THE PROBLEM
Word for word, write out the entries that follow, omitting all pictures.

(Pixel coordinate listings)
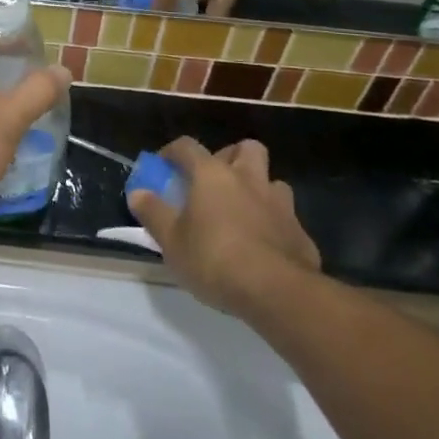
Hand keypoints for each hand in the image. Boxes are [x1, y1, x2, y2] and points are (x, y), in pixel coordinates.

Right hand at [129, 139, 319, 316]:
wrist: (276, 292)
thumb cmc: (214, 258)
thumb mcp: (171, 241)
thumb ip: (153, 213)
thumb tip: (138, 192)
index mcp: (212, 174)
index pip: (188, 146)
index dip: (173, 152)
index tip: (164, 165)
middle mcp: (248, 179)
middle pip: (246, 148)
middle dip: (232, 157)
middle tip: (217, 180)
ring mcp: (280, 205)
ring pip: (272, 182)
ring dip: (259, 190)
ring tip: (244, 213)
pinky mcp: (300, 233)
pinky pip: (287, 219)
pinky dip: (275, 225)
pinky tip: (265, 247)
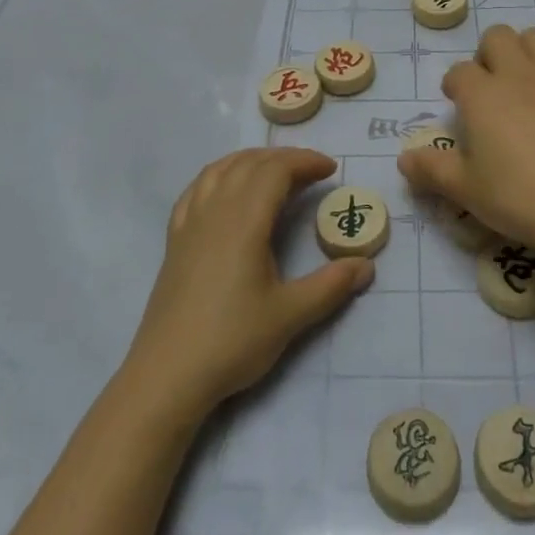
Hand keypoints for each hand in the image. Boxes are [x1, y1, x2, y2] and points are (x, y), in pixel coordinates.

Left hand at [123, 147, 373, 420]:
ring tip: (274, 171)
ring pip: (220, 169)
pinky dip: (219, 174)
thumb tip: (367, 265)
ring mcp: (190, 223)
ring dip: (251, 160)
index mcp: (244, 221)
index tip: (331, 170)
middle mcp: (215, 211)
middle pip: (249, 163)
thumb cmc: (231, 341)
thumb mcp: (289, 316)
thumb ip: (330, 286)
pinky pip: (196, 188)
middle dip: (284, 158)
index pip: (276, 170)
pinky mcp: (175, 240)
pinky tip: (226, 189)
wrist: (167, 375)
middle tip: (312, 172)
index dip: (305, 161)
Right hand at [397, 25, 534, 257]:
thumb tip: (404, 158)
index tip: (459, 107)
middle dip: (489, 55)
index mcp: (481, 94)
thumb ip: (431, 169)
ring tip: (526, 81)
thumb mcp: (465, 189)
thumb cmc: (519, 196)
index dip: (455, 86)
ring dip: (526, 51)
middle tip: (492, 89)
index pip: (458, 72)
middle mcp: (516, 73)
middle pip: (496, 36)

WRITTEN RESPONSE
Hand keypoints for each hand in the image. Boxes are [x1, y1, x2, y2] and points are (x, y), in pixel coordinates.

Right hand at [129, 139, 319, 316]:
wrist: (276, 292)
thumb cmc: (214, 258)
thumb mcp: (171, 241)
thumb ip: (153, 213)
thumb tip: (138, 192)
index mcp: (212, 174)
index pip: (188, 146)
index dip: (173, 152)
index tip: (164, 165)
middle mcp: (248, 179)
middle pip: (246, 148)
middle dip: (232, 157)
middle tip: (217, 180)
ring mcp: (280, 205)
ring pip: (272, 182)
ring dip: (259, 190)
ring tip: (244, 213)
pinky mcp: (300, 233)
pinky pip: (287, 219)
pinky dip: (275, 225)
pinky tip: (265, 247)
Hand keypoints for each hand in the image. Boxes are [x1, y1, x2, y2] and points are (x, y), in pixel coordinates.

Left hand at [123, 147, 373, 420]:
ring tip: (274, 171)
ring pip: (220, 169)
pinky dip: (219, 174)
thumb tip: (367, 265)
ring mcp: (190, 223)
ring dip: (251, 160)
index mcp: (244, 221)
index tip: (331, 170)
middle mcp: (215, 211)
middle pip: (249, 163)
thumb cmc: (231, 341)
thumb mcp: (289, 316)
thumb ip: (330, 286)
pinky pip: (196, 188)
middle dip: (284, 158)
index pip: (276, 170)
pinky mcp: (175, 240)
pinky tip: (226, 189)
wrist: (167, 375)
middle tip: (312, 172)
index dip: (305, 161)
Right hand at [397, 25, 534, 257]:
thumb tip: (404, 158)
index tip: (459, 107)
middle dip: (489, 55)
index mcp: (481, 94)
thumb ip: (431, 169)
ring tip: (526, 81)
thumb mcp: (465, 189)
thumb cmc: (519, 196)
index dip: (455, 86)
ring dip: (526, 51)
middle tip: (492, 89)
index pip: (458, 72)
middle mcp: (516, 73)
middle pip: (496, 36)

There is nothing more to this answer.